Word for word, repeat all the entries below, but without the pictures.

□ □ □ □ □ □ □

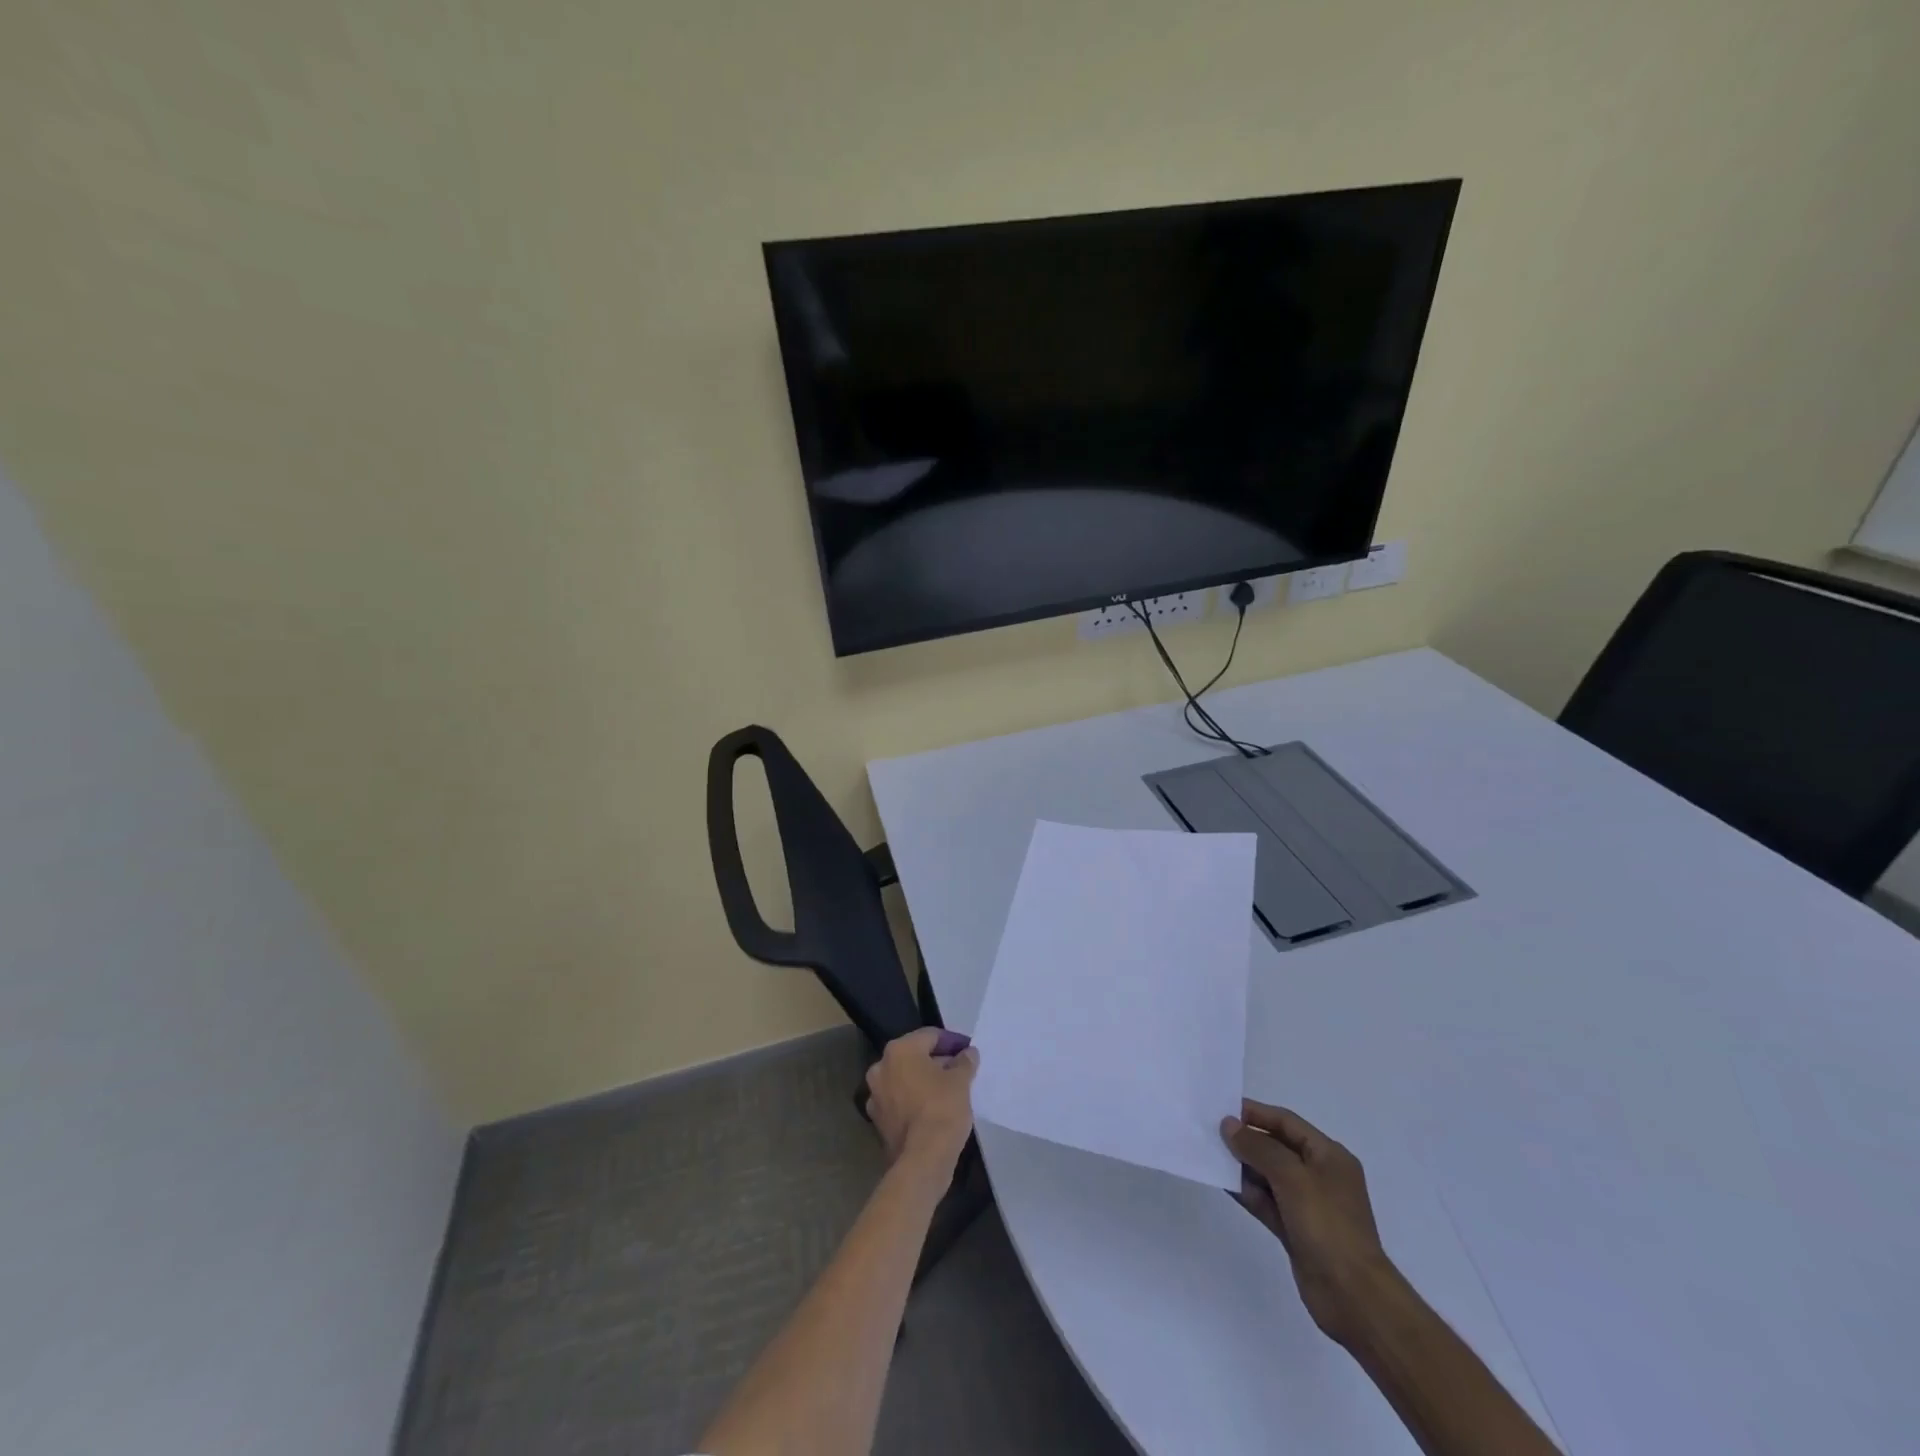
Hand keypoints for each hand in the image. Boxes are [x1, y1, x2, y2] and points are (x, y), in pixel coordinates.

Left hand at [866, 1028, 978, 1168]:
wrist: (922, 1161)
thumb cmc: (942, 1109)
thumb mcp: (961, 1081)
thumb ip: (964, 1061)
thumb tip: (967, 1053)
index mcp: (899, 1050)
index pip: (930, 1036)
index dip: (952, 1041)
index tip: (969, 1051)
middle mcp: (881, 1068)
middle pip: (914, 1056)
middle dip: (937, 1061)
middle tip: (960, 1070)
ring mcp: (876, 1096)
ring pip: (905, 1080)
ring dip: (924, 1082)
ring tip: (949, 1091)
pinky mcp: (878, 1121)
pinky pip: (900, 1102)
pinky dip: (915, 1101)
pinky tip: (934, 1110)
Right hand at [1220, 1100, 1397, 1347]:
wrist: (1353, 1296)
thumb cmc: (1328, 1225)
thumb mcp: (1292, 1177)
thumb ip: (1258, 1148)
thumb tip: (1229, 1125)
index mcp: (1329, 1156)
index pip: (1287, 1122)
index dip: (1256, 1113)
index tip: (1223, 1109)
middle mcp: (1319, 1175)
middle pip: (1276, 1147)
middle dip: (1246, 1140)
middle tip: (1211, 1132)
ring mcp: (1307, 1205)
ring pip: (1268, 1175)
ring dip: (1242, 1166)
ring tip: (1211, 1155)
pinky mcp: (1295, 1230)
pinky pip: (1266, 1201)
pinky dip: (1247, 1192)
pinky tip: (1224, 1183)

□ □ □ □ □ □ □

* **Reply to the exercise**:
Hand keypoints for each hand in the image. Boxes are [x1, y1, x2, y2] and points are (x, y), in pixel coordinates.

Left hand at [866, 1028, 978, 1168]:
wrist: (922, 1161)
thumb cmc: (942, 1109)
thumb mcp: (961, 1081)
thumb ip: (964, 1061)
thumb tip: (967, 1053)
index mcp: (899, 1050)
index pip: (930, 1036)
index dip: (952, 1041)
index tip: (969, 1051)
middle mcp: (881, 1068)
middle pip: (914, 1056)
middle dip: (937, 1061)
middle tip: (960, 1070)
ring mcp: (876, 1096)
ring pip: (905, 1080)
ring dip: (924, 1082)
ring tip: (949, 1091)
pinky mcp: (878, 1121)
pinky pip: (900, 1102)
pinky dip: (915, 1101)
pinky tip: (934, 1110)
Right hand at [1220, 1100, 1397, 1347]:
wrist: (1353, 1296)
thumb cmc: (1328, 1225)
thumb mcp: (1292, 1177)
thumb ip: (1258, 1148)
thumb tip: (1229, 1125)
index mcp: (1329, 1156)
index pip: (1287, 1122)
index dip: (1256, 1113)
index tip: (1223, 1109)
middle mcp: (1319, 1175)
middle pip: (1276, 1147)
middle dip: (1246, 1140)
middle tip: (1211, 1132)
ring mcp: (1307, 1205)
ring pip: (1268, 1175)
ring dip: (1242, 1166)
ring tip: (1211, 1155)
pinky mcp: (1295, 1230)
pinky pip: (1266, 1201)
pinky dip: (1247, 1192)
pinky tip: (1224, 1183)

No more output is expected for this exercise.